While you can't control them, it is very important to know them. Variable latency is a clear sign of other issues.
For myself, I use nmap for scanning the local network. Usings the following BASH script, it calls back to Node-RED at the end, passing the XML details back via CURL to an http-in node. This is very effective and reliable and builds up a full picture of what connects to the network over time. It keeps me informed of current IP address assignments and when things were last seen.
#! /usr/bin/env bash
# Fast scan the local network for live devices and record
# to /tmp/nmap.xml which can be used in Node-RED
#
# To run manually:
# sudo /home/home/nrmain/system/nmap_scan.sh
#
# To run via cron:
# sudo crontab -e
# 01,16,31,46 * * * * /home/home/nrmain/system/nmap_scan.sh
# Run the scan
nmap -sn --oX /tmp/nmap.xml --privileged -R --system-dns --webxml 192.168.1.0/24
# Make sure ownership & ACLs on the output are secure
chown root:home /tmp/nmap.xml
chmod --silent 640 /tmp/nmap.xml
# Trigger the Node-RED update
#curl --silent --output /dev/null 'http://localhost:1880/localnetscan' > /dev/null
curl --insecure -I 'https://localhost:1880/localnetscan'
However, for external checks, I use Telegraf. This has ping and DNS checks built in. I do pings against common endpoints such as google and youtube along with some of the intermediate points on my ISP's network so that I can see whether a problem is due to the endpoint (yes YouTube, I see your regular issues!) or my ISP. I also ping a couple of local addresses including the Router and NAS but that is simply so I get the comparison on my Grafana dashboard. If I see all the local pings go up, I know it is almost certainly a problem with my server.

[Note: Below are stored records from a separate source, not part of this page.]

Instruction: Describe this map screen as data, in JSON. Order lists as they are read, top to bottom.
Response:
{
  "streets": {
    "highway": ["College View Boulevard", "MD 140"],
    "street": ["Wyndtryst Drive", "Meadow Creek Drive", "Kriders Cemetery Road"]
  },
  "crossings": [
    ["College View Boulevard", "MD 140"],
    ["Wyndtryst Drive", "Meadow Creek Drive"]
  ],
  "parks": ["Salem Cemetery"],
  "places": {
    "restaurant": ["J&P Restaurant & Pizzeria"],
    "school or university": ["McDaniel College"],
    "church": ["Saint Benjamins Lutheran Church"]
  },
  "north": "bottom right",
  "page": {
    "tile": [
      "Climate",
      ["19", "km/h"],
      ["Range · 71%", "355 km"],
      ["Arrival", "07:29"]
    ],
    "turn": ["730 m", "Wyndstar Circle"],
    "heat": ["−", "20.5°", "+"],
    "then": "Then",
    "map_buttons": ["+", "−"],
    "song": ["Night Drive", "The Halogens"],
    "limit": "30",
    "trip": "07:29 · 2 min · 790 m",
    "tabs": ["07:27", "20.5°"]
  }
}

I check all of the common public DNS servers so that I can see when an apparent performance issue is actually due to DNS rather than the network. This is more common than you might think. Also, the best DNS service is not always obvious. For me for example, Google DNS has caused major issues in the past with regular outages.
Incidentally, I also output the telegraf inputs to MQTT, not just InfluxDB.
Here are the relevant inputs:
# # Query given DNS server and gives statistics
[[inputs.dns_query]]
# ## servers to query
servers = ["192.168.1.1", "8.8.8.8", "8.8.4.4", "1.1.1.1", "1.0.0.1", "208.67.222.222", "208.67.220.220", "9.9.9.9", "94.140.14.14", "94.140.15.15"]
# # Returns ethtool statistics for given interfaces
[[inputs.ethtool]]
# ## List of interfaces to pull metrics for
interface_include = ["enp0s25","wlp3s0"]
[[inputs.net]]
# ## By default, telegraf gathers stats from any up interface (excluding loopback)
# ## Setting interfaces will tell it to gather these explicit interfaces,
# ## regardless of status.
# ##
interfaces = ["enp0s25","wlp3s0"]
# # Read TCP metrics such as established, time wait and sockets counts.
[[inputs.netstat]]
# # Collect kernel snmp counters and network interface statistics
[[inputs.nstat]]
# # Ping given url(s) and return statistics
[[inputs.ping]]
interval = "60s"
# ## Hosts to send ping packets to.
urls = ["github.com","bbc.co.uk","amazon.co.uk","youtube.com","it.knightnet.org.uk","10.0.244.237", "216.66.82.69", "router.????????","pi2.????????","pi3.????????","192.168.1.???"]
# ## Number of ping packets to send per interval. Corresponds to the "-c"
# ## option of the ping command.
count = 4
#
# ## Time to wait between sending ping packets in seconds. Operates like the
# ## "-i" option of the ping command.
ping_interval = 1.0
#
# ## If set, the time to wait for a ping response in seconds. Operates like
# ## the "-W" option of the ping command.
timeout = 2.0
# ## Interface or source address to send ping from. Operates like the -I or -S
# ## option of the ping command.
interface = "enp0s25"
#